Помню, при первом чтении Федорова меня остановил его деревянный рационализм, натурализм и материализм при всем его христианстве. А главное, остановила его какая-то корневая антихудожественность, неспособность к словесной игре, пресная фактура письма – предельно полезного, морально утилитарного (в смысле всеобщего воскрешения). Но Бердяев, относившийся к Федорову с огромным уважением, хотя и резко его критиковавший, меня убеждал, что федоровский проект предельно грандиозен и совершенно уникален. Такого рода проектов на Западе, кажется, вообще нет. Я и сам начал вдумываться в него без всякой задней мысли. И с этим настроением и остаюсь. Изучаю и думаю над великими фантазиями этого аскета. Разговоры с Гачевым о Федорове шли в этом же ключе. Но как философа я не могу его воспринимать. Морализм в такой безмерной степени противопоказан не только художнику, поэту и писателю, но и философу.
Со Светланой Семеновой мы не раз говорили о писаниях маркиза де Сада, которые читали одновременно в оригинале. Жуткое чтение! Она метко схватывала садизм западной цивилизации в целом. И здесь между нами было единодушие. Разница между мной и ею была в том только, что я не так сильно «застревал» на критике Сада, как она.
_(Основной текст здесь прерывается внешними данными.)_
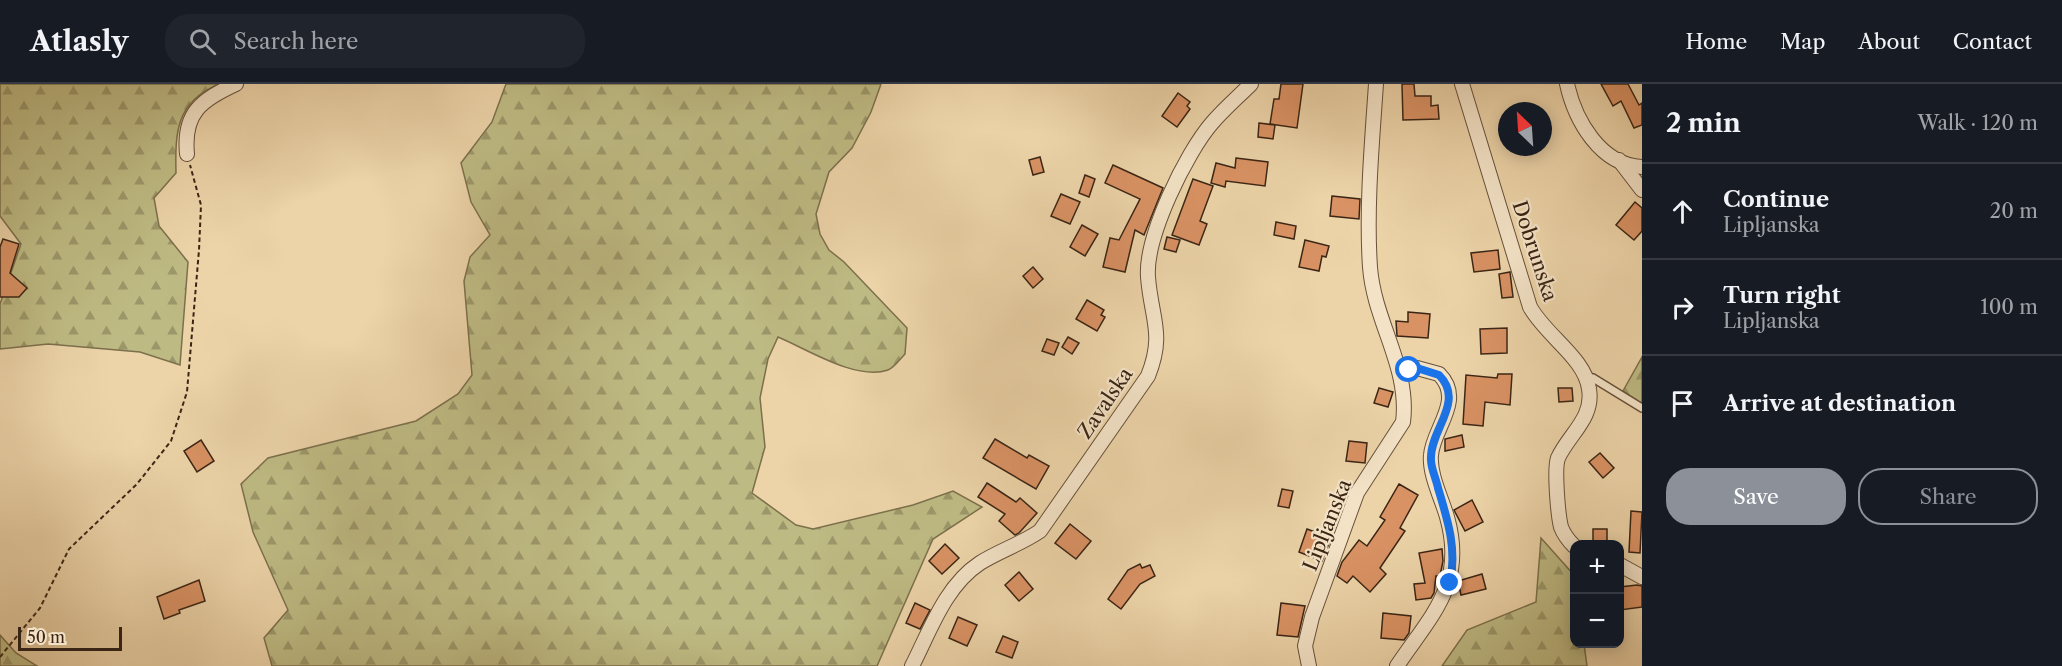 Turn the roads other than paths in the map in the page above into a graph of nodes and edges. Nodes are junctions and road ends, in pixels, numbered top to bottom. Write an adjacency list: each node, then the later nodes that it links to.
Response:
1 (236, 84): 6 (street)
2 (1251, 84): 16 (street, Zavalska)
3 (1376, 84): 10 (street, Lipljanska)
4 (1462, 84): 11 (street, Dobrunska)
5 (1567, 84): 7 (street)
6 (187, 154)
7 (1619, 160): 8 (street); 9 (street)
8 (1642, 167)
9 (1642, 190)
10 (1401, 371): 17 (street, Lipljanska); 18 (street)
11 (1586, 378): 12 (lane); 13 (street, Dobrunska)
12 (1642, 408)
13 (1571, 540)
14 (1624, 567): 15 (street)
15 (1642, 578)
16 (912, 666)
17 (1309, 666)
18 (1397, 666)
«Букет» садизма – догматический механистический материализм и сциентизм вкупе с извращенным толкованием свободы, когда стремление возомнившего себя Богом индивида к «оргазму» ни перед чем не останавливается. Голый рассудок, слепая вера в материальный мир и в научный расчет, которому он подвластен, вкупе с безбрежным потаканием своим ненасытным вожделениям – самым непотребным, диким, самым отвратительным, противоестественным. То есть полное бездушие, бессердечность оголенного рассудка на службе смрадных вожделений и похоти. И в этом смысле полная противоположность традиции русской культуры и религиозной мысли. Думать о маркизе мне стало физически противно. Бессердечие, бездушие – долго, в огромных дозах для русского человека просто непереносимо.
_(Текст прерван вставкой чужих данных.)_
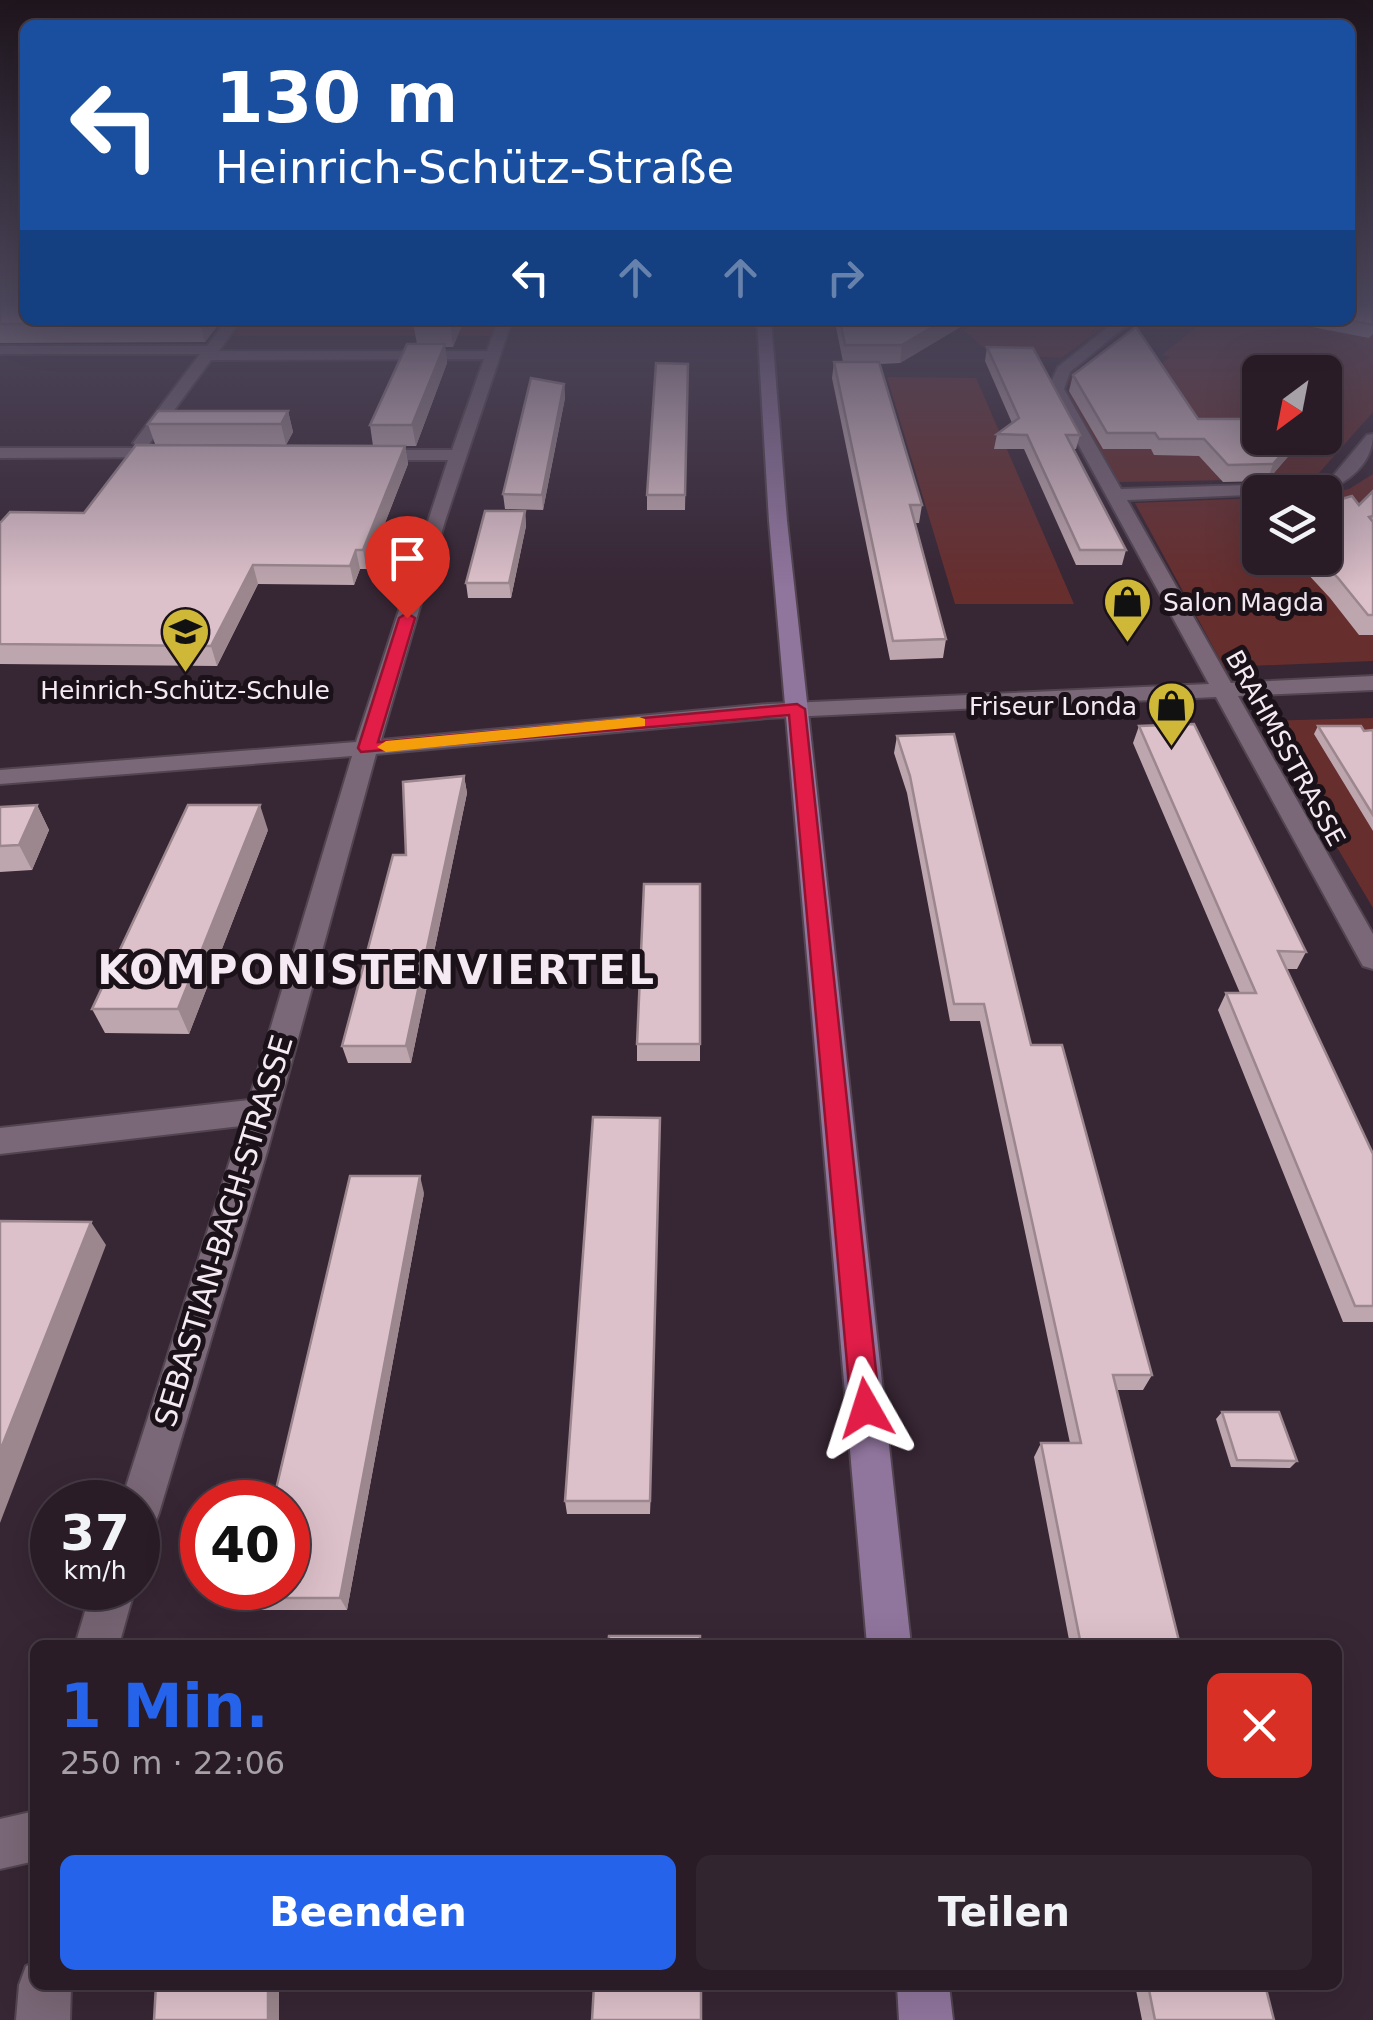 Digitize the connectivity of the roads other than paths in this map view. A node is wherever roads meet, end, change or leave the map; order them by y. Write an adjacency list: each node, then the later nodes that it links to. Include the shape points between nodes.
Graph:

По исторически и географически понятным причинам у нас сложилось так, что самозащита народа оформилась в виде сильного централизованного государства. На Руси не было феодализма, наши дома традиционно не «крепости», как в Западной Европе
Негосударственные ассоциации, цеховые объединения, локальные союзы для защиты интересов людей развивались с трудом, так и не оформившись в стабильную социальную структуру, отложившуюся в традиционном менталитете и культуре. Поэтому единственным защитником народа и проводником прогресса и культурного строительства осталось фактически только государство. Но по нему и бьют политические радикалы от Нечаева с Лениным и Троцким до Новодворской.
Отец Бердяева похоронен на Дорогомиловском кладбище. Там, помнится, было два кладбища рядом – русское и еврейское. Оба уничтожены в конце 40-х или в начале 50-х гг. Дома ЦК поставили буквально на костях.
Мальчишками мы там играли, смотрели на старые могилы. Помню непередаваемое удивление перед впервые увиденными надписями на иврите. «Крючки шрифта»[531]
нечитаемых письмен уводили в неведомые космические божественные тайны…Когда пришли бульдозеры и экскаваторы, то нередко поднимались целые скелеты. Мой одноклассник, будущий медик, Юра Кадышев, держал найденный скелет у себя дома. Он чаще нас бывал там, потому что жил рядом с кладбищем.
Бердяев был верующим христианином, оставаясь при этом «богоискателем», человеком не только тайн и таинств, но и «вопросов» и «проблем». То же самое следует сказать и о Габриэле Марселе. Религиозное обращение не превратило их в самодовольных догматиков, «знающих истину». Нет, они мучились вопросами и сомнениями. Только «стадной» зависимостью от «интеллигентской атеистичности» (выражение Бердяева) я могу объяснить то представление о религиозной вере, когда ее воспринимают как «искусственный рай», самовнушением страуса обеспечиваемый «блаженный покой». Прав поэт: «покоя нет, покой нам только снится». Вера видит этот «сон», который для верующего выше всякой реальности, бесконечно реальнее ее. Но при этом «в покое и неге» верующий отнюдь не купается, напротив, вместе с верой тревога и риски становятся предельно глубокими, ибо только тогда мы достигаем полной серьезности нашего существования.